Given there are no restrictions at the moment, I doubt the UK would go fully into lockdown within weeks
But this is absolutely what has happened in many places in Europe, so it is a completely reasonable question.
As noted vaccination rates are broadly similar, so vaccination is not a difference.
What is a difference, is that the UK has had 4 months of over 1% a week positivity, so that's 20%+ of the population protected also via recent infection, The European countries locking down do not have that, and with only the low quality mitigations they need to lockdown (the only effective mitigation is lockdown, masks might be effective at reducing but only in situations where you are masked, as soon as you eat indoors, that's gone as a successful mitigation) they are far away.
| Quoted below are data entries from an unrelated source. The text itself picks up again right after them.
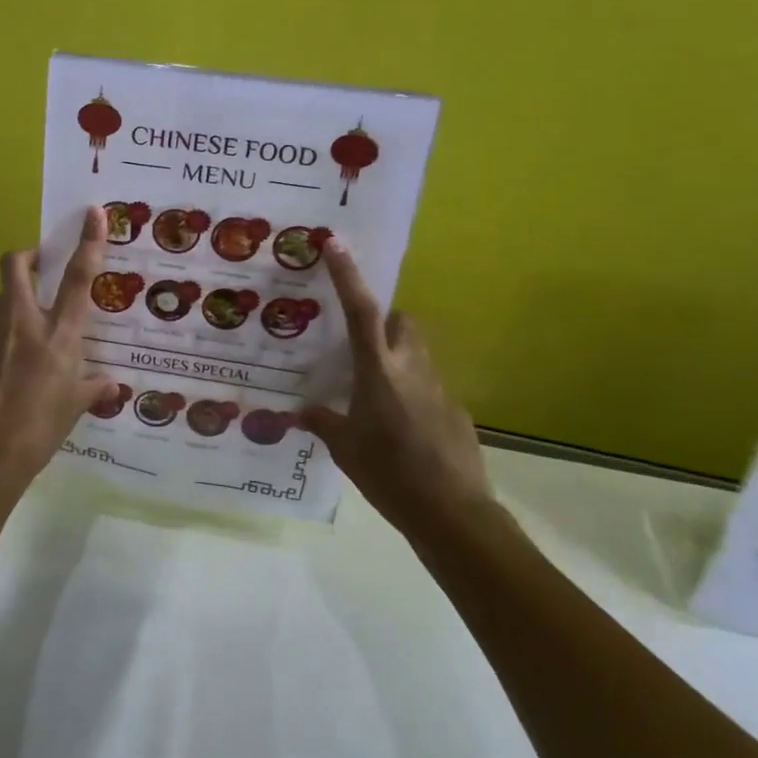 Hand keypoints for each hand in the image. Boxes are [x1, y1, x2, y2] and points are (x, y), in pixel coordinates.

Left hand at [0, 206, 120, 489]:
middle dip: (27, 255)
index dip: (87, 242)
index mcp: (59, 336)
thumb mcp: (75, 408)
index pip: (78, 279)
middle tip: (43, 264)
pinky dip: (10, 337)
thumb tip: (112, 385)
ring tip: (36, 322)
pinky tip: (18, 367)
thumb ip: (93, 389)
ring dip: (18, 297)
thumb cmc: (41, 430)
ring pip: (3, 298)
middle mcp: (25, 326)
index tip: (93, 213)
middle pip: (16, 267)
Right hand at [298, 239, 492, 539]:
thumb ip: (324, 423)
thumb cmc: (389, 475)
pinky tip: (402, 427)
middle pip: (401, 322)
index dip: (348, 275)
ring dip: (397, 356)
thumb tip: (300, 413)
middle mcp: (411, 368)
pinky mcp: (456, 410)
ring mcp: (439, 388)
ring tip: (376, 390)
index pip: (361, 310)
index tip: (336, 243)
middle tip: (359, 345)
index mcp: (378, 371)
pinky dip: (413, 392)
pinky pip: (429, 386)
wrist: (452, 513)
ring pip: (417, 352)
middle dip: (382, 320)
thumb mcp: (345, 449)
With vaccination being poor at preventing infection, their "3G" systems have been particularly found out, as letting in vaccinated people who can spread it without testing just provides a route to infect all the unvaccinated who are also allowed to attend - the testing of unvaccinated only achieves little. Encouraging testing of everyone (as here) makes more sense - it doesn't prevent spread of course, there's nothing been shown anywhere to work other than lockdown to do that - but it does spread it out.
If you remember from the very first wave "flattening the curve" is the aim, so the UK has had a very flat curve over the last 3 months, but many European countries have not, they now have an explosion in cases, particularly as the weather also likely provides a transmission advantage to covid that wasn't there earlier in the UK.
So in terms of this wave, the UK is almost certainly "ahead", not behind. Of course, that doesn't mean that the next wave isn't going to be worse by the UK having an earlier one - making the mistake of comparing "instants" between countries has been done way too much.